This is currently done by a popl script - switching to oppl will make this more future proof

OPPL

The following OPPL script could replace the popl:

?x:CLASS, ?y:CLASS 
  SELECT ASSERTED ?x subClassOf 'is conjugate acid of' some ?y or 'is conjugate base of' some ?y
   
BEGIN
  ADD BFO_0000057 some ?x EquivalentTo BFO_0000057 some ?y,
  ADD RO_0002313 some ?x EquivalentTo RO_0002313 some ?y,
  ADD RO_0002233 some ?x EquivalentTo RO_0002233 some ?y,
  ADD RO_0002234 some ?x EquivalentTo RO_0002234 some ?y
END;

Seed ontology file with ChEBI import and required object properties:

<?xml version="1.0"?>
<rdf:RDF xmlns="http://purl.obolibrary.org/obo/chebi.owl#"
     xml:base="http://purl.obolibrary.org/obo/chebi.owl"
     xmlns:obo="http://purl.obolibrary.org/obo/"
     xmlns:rdfs="http://www.w3.org/2000/01/rdf-schema#"
     xmlns:owl="http://www.w3.org/2002/07/owl#"
     xmlns:xsd="http://www.w3.org/2001/XMLSchema#"
     xmlns:rdf="http://www.w3.org/1999/02/22-rdf-syntax-ns#">
    <owl:Ontology rdf:about="http://purl.obolibrary.org/obo/go/extensions/bio-chebi.owl">
        <owl:imports rdf:resource="http://purl.obolibrary.org/obo/chebi.owl"/>
    </owl:Ontology>
     
    <owl:ObjectProperty rdf:about="http://purl.obolibrary.org/obo/BFO_0000057"/>
   
    <owl:ObjectProperty rdf:about="http://purl.obolibrary.org/obo/RO_0002313"/>
   
    <owl:ObjectProperty rdf:about="http://purl.obolibrary.org/obo/RO_0002233"/>
   
    <owl:ObjectProperty rdf:about="http://purl.obolibrary.org/obo/RO_0002234"/>
</rdf:RDF>


Unfortunately, the current OPPL implementation (command-line and Protege plugin) is too slow. The script did not finish after waiting for more than 24 hours.

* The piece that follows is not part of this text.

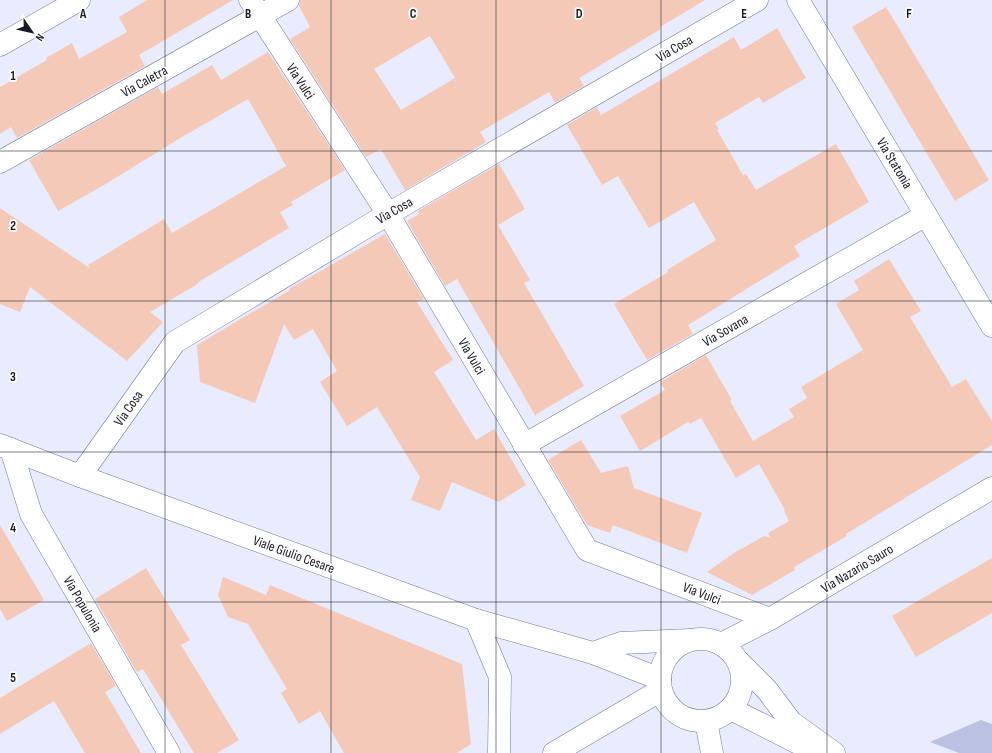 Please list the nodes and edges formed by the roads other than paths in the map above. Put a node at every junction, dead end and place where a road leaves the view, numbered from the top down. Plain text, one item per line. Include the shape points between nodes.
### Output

merging axioms from xp file

  • Example: move all equiv axioms that use transport relations from go_xp_bp to live file

parsing terms to make logical definitions

  • Example: if label matches "cellular X" then make an equiv axiom

This is currently done by Obol, but it might be useful if editors had scripts to do this themselves

make text defs/syns from logical definitions

This is currently done for de novo terms by TG, but there may be a need to go back and 'refactor' existing text defs.

assertions & justification

  • Example:
  1. remove all SubClassOf links between terms with chebi logical defs
  2. is the removed link in the set of inferences?
  3. if not, add the link back and add an annotation to the link (e.g. "can't infer this")

Note: this is currently done in Oort by passing the CHEBI ID for 'chemical entity' using the --justify-from argument. It would be good to have a flexible way of doing this.

GO Annotations (Advanced)

these require Oort to translate the GAF to OWL

Inter-ontology inference

  • if G is capable_of F and F part_of some P, then G capable_of some P

Data Integration (advanced)

BioPAX translation (basic)

  • pull out xrefs from a biopax file and add them to GO. Example: get GO to EC by using rhea.biopax and GO to RHEA and RHEA to EC mappings in there

BioPAX translation (advanced)

Translate biopax triples to something resembling the OWL we use to represent reactions, transport etc.

As a first pass, we would use the RHEA biopax export.